Has the Internet had a significant and positive impact on the political involvement and understanding of those who are exposed to it?


As the Internet permeates society to a greater and greater extent, and as Internet use becomes increasingly prevalent amongst individuals across the globe, important questions arise with regards to how people use the Internet both to proliferate their political beliefs and also learn about or argue against alternate political ideologies. The Internet allows unilateral access to political debate and by its nature could be said to decentralise political discourse away from traditional centres of political of power.

Truly democratic forums for political debate (democracy meaning ‘rule by the people’ or ‘power in the hands of the people’) have never existed before and even the Ancient Greek system of participatory democracy, to which modern democracy owes a great deal, heavily restricted who was allowed to participate. Whilst Internet activism and online communities concerned with politics generally do not have any direct access to policy making or government activities, it is certainly providing a means for in-depth discussion of political issues as well as providing a platform for less mainstream political viewpoints to reach a wider audience. It could be argued that the Internet is indirectly affecting political realities by allowing individuals to learn and make more informed decisions about which political ideas are right or true, and which are not.

However, the very fact that any and all political perspectives are given the freedom to have a platform to espouse their ideas on the Internet means that there could be a danger presented by increasing influence of extreme and negative ideologies such as Nazism, religious fundamentalism and Marxism. Although these political positions are almost completely absent from mainstream political discourse, highly visible, active, sizeable and determined communities dedicated to the support and promotion of these ideas can be found on the Internet. These communities are adept at drawing naive young people into supporting their cause via their websites and discussion boards.

This essay will examine the emerging political landscape on the Internet, analyzing the potential the medium has for reducing political apathy, which is reflected in election turn outs reaching all time lows (BBC News, 2003) prior to a more recent up-turn. It will look at how the Internet is being used by politicians and their respective parties to promote themselves and reach the Internet user demographic (Woodward, 2006) and also determine whether the Internet is providing a much more open-ended and varied political discourse which was previously simply not possible. The aim is to identify the positive and negative aspects of the Internet's effects on the political ideas of those who use it, and on the political system at large, and evaluate the potential the Internet has to shape the future of politics.

What Makes the Internet Different

The Internet is markedly different from previous communications media technologies for one reason in particular.

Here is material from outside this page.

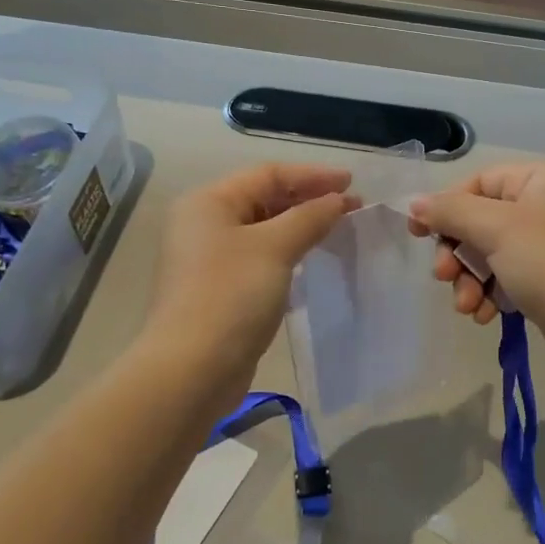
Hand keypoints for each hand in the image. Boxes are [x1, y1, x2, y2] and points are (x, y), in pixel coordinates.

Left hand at [145, 163, 359, 383]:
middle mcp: (204, 223)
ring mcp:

This difference involves the relationship between the content makers and the audience: Previous forms of media were restricted to a one-to-one relationship (for example, the telephone) or a one-to-many relationship (such as radio, newspapers and television). Before the Internet, the mass-audience technologies mentioned above restricted the information flow into a very top-down model where only a select few had access to the means of distributing content. This is somewhat less true for digital television which provides a very large number of channels and types of content; however the average person certainly never has access to television or radio as a means of relaying their particular views, creations or ideas to others.

The Internet is the first medium which offers a many-to-many relationship, allowing any individual to create content and see it reach a global audience. This is not to say that access to the Internet is universal or that the one-to-many model is absent from the Internet – far from it; however the potential is certainly there. Christian Crumlish (2004. p.9) argued that weblogs, as one of the tools used to express personal views on the Internet, are “disseminating the mass-broadcast middleman that has dominated global communication in the previous century and supplementing (if not replacing) it with people-to-people communications.”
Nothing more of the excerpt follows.